Dataset:
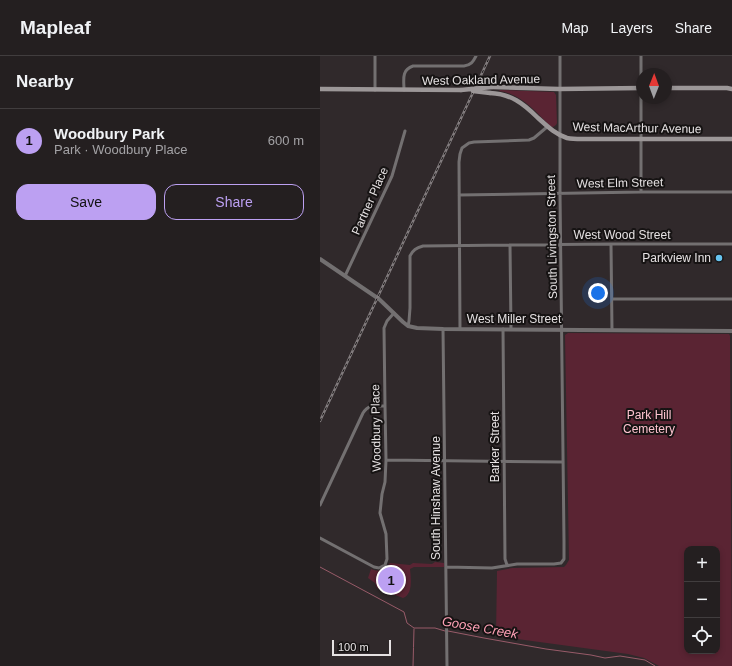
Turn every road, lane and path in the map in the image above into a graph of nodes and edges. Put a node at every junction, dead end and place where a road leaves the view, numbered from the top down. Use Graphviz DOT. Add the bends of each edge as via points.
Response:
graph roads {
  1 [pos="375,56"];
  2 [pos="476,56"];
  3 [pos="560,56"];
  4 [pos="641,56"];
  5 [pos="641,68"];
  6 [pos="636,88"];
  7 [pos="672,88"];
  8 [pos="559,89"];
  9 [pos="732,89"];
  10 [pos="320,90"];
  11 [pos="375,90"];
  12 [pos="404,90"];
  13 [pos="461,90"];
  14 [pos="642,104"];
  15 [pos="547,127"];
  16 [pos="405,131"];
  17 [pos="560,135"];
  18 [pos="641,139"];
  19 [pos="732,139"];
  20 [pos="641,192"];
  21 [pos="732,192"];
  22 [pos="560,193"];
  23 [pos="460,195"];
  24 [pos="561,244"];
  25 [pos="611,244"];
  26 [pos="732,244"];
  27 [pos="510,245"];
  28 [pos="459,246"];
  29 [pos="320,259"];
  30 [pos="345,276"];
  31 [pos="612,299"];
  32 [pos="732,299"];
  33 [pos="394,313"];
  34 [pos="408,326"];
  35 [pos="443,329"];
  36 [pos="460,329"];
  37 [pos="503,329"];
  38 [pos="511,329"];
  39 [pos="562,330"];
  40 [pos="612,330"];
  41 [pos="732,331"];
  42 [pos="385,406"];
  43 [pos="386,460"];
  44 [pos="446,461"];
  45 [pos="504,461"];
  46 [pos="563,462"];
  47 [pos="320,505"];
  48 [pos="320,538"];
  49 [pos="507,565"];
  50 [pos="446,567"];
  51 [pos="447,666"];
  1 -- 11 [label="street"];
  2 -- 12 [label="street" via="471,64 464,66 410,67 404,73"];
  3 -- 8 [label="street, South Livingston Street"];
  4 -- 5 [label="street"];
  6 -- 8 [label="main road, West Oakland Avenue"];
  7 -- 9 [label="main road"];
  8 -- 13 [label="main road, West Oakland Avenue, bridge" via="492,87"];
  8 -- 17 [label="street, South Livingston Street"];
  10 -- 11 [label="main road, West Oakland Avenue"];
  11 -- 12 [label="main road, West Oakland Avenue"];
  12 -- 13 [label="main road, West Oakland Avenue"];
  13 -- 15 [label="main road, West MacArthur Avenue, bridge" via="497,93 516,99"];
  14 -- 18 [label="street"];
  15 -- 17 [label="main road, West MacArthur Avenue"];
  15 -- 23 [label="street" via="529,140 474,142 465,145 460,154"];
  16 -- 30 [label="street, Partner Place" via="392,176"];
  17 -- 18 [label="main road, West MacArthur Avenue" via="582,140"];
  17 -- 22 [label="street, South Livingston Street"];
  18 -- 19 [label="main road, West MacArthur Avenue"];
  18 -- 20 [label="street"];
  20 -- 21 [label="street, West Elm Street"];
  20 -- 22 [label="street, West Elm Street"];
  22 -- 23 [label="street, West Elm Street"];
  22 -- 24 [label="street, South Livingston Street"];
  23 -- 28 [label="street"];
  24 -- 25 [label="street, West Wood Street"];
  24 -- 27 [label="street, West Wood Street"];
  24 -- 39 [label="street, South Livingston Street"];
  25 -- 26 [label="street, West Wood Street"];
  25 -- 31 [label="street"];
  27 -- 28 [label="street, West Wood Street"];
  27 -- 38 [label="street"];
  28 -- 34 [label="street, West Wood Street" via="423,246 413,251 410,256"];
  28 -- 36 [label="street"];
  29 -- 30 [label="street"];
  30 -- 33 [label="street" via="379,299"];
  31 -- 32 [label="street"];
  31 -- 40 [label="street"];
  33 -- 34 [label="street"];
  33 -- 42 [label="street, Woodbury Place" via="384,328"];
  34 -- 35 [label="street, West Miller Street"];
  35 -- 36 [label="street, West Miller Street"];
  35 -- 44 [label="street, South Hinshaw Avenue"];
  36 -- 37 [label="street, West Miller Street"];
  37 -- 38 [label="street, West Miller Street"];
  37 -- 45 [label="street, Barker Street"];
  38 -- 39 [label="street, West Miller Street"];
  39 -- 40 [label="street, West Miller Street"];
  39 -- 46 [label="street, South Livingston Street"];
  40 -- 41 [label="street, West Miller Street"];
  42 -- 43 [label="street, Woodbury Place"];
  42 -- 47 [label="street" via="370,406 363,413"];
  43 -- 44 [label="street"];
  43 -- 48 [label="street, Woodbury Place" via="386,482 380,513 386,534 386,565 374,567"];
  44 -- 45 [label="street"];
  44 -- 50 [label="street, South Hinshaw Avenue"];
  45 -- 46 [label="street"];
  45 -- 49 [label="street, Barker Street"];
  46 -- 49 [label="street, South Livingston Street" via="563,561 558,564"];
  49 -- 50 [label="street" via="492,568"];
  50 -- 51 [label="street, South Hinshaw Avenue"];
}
---
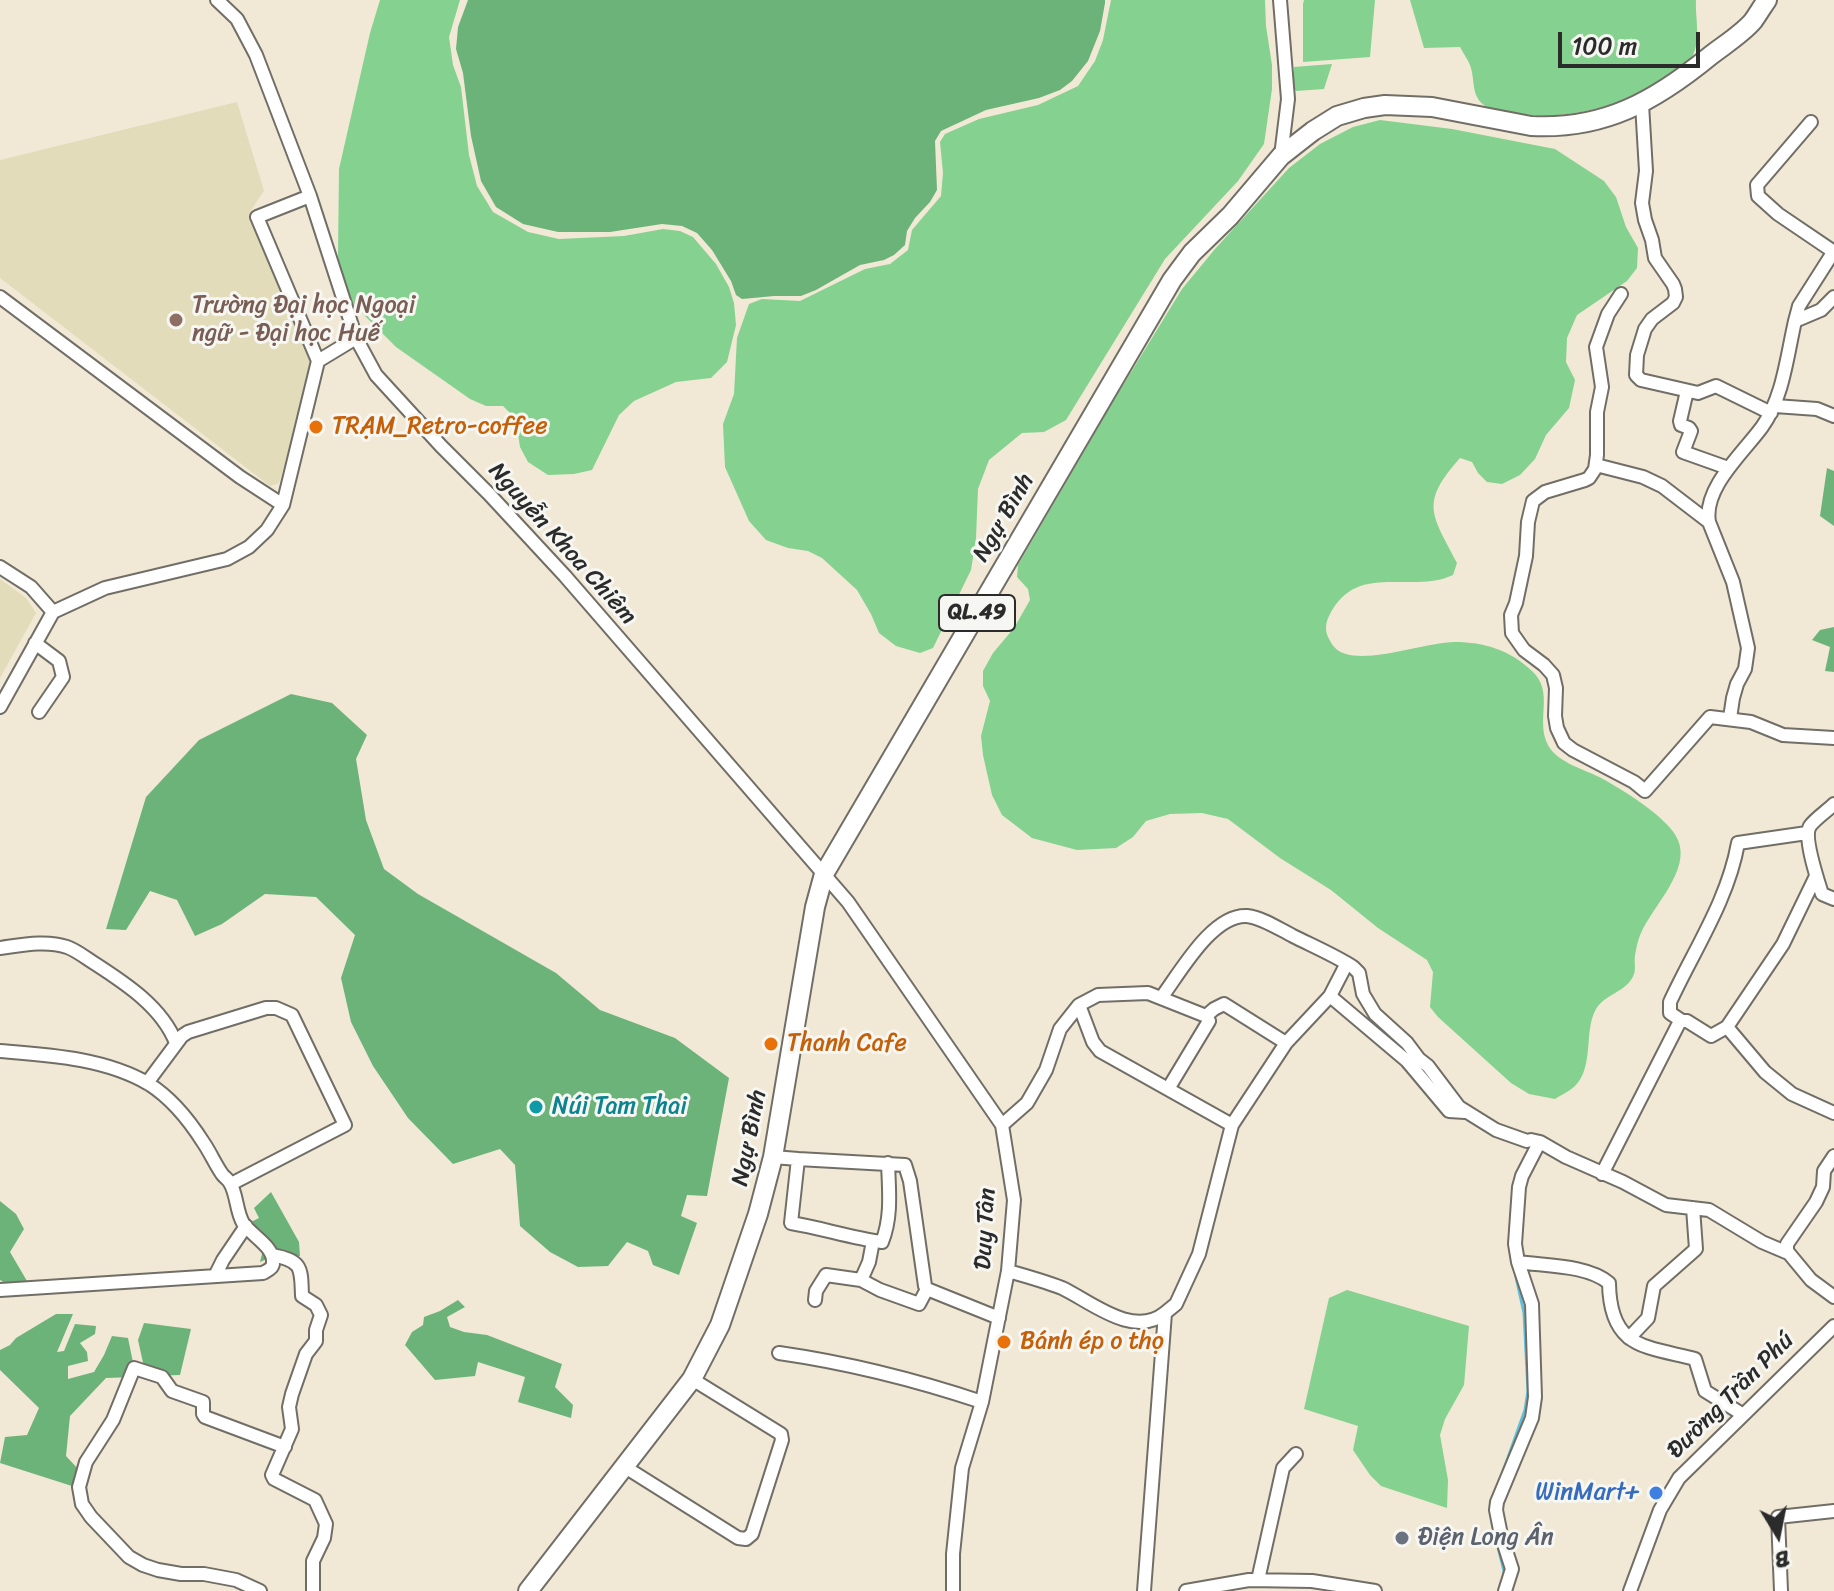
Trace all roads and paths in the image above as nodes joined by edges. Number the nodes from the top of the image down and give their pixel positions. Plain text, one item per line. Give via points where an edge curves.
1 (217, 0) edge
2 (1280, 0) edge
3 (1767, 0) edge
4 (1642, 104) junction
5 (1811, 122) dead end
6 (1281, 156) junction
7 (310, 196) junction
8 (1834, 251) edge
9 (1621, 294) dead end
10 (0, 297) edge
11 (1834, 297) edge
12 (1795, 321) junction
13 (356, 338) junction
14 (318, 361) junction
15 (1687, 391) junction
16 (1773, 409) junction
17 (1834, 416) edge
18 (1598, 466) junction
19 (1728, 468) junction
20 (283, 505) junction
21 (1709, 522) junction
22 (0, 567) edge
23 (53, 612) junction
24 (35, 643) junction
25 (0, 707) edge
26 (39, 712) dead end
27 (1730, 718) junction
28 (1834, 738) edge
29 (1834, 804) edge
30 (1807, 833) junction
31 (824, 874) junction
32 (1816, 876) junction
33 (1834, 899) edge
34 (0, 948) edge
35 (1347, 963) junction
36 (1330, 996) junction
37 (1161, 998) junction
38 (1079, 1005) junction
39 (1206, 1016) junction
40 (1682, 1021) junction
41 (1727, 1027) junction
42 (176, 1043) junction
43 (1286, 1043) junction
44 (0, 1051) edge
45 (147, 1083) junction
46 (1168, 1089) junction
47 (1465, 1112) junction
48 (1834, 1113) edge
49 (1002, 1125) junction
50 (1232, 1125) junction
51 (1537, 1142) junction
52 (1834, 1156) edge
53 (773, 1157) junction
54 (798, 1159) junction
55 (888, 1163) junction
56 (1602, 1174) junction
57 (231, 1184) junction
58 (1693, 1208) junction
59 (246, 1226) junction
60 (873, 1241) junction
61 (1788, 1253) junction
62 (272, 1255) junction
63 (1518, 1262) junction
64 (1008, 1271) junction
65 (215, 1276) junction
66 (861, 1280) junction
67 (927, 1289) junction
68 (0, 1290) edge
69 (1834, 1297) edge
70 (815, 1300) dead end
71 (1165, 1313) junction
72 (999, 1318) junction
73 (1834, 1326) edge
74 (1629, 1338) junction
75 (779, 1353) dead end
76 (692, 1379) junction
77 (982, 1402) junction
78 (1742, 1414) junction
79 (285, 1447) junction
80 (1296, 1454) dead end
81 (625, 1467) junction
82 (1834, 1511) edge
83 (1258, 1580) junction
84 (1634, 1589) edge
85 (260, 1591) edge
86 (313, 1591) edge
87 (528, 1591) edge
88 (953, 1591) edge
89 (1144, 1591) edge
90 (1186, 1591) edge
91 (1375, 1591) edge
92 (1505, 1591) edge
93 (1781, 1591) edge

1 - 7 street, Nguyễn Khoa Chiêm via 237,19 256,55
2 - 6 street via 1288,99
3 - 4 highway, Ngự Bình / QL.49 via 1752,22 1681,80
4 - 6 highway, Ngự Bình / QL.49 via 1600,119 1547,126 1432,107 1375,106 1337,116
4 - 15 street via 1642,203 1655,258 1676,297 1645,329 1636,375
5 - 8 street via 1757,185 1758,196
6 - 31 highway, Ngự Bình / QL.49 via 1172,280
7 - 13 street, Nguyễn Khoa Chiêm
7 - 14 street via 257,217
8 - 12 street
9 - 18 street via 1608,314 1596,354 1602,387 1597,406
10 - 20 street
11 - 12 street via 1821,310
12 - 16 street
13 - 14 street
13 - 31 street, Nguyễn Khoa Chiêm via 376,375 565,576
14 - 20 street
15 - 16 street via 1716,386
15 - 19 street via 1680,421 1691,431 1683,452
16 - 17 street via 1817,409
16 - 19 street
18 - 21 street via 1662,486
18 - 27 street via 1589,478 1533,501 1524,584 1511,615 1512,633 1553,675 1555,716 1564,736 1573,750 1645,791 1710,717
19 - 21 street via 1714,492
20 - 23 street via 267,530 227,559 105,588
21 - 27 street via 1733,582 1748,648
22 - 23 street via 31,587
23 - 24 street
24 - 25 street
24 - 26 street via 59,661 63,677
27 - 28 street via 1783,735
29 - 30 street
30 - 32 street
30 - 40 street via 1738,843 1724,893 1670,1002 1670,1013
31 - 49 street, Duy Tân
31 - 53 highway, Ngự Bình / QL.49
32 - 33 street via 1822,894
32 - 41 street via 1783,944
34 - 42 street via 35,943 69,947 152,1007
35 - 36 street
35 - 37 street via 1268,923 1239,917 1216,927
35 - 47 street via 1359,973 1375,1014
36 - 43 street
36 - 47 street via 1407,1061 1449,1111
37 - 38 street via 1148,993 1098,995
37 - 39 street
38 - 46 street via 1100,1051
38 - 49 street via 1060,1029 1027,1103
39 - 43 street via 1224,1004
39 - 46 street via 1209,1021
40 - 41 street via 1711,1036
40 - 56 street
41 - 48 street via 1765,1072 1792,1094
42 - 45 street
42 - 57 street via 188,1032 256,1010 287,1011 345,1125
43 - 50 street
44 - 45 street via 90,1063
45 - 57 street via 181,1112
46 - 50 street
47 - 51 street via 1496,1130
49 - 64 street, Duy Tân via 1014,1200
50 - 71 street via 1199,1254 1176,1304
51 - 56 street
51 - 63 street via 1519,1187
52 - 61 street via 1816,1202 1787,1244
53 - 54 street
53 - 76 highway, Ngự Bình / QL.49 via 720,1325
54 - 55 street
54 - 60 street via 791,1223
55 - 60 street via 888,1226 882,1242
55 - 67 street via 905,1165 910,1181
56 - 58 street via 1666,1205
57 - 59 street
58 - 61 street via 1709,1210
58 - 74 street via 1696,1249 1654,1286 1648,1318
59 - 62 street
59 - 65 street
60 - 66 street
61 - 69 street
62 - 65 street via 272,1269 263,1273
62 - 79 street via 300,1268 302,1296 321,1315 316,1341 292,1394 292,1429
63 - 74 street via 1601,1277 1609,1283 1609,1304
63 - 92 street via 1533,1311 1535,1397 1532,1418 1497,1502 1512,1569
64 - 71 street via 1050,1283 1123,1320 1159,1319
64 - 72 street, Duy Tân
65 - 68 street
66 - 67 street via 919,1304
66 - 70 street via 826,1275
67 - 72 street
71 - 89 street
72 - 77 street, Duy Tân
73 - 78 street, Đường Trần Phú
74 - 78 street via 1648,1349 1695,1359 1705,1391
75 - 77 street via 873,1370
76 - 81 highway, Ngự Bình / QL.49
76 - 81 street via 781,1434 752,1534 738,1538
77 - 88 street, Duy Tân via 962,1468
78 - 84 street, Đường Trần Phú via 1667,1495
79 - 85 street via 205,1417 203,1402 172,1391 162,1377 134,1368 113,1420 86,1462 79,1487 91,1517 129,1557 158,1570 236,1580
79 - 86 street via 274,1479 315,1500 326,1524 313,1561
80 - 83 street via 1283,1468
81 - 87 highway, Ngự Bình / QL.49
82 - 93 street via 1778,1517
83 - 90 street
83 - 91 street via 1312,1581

Exercise brief: Find the word "Khoa" in the entries above. Copy every line that has it.

Expected output:
1 - 7 street, Nguyễn Khoa Chiêm via 237,19 256,55
7 - 13 street, Nguyễn Khoa Chiêm
13 - 31 street, Nguyễn Khoa Chiêm via 376,375 565,576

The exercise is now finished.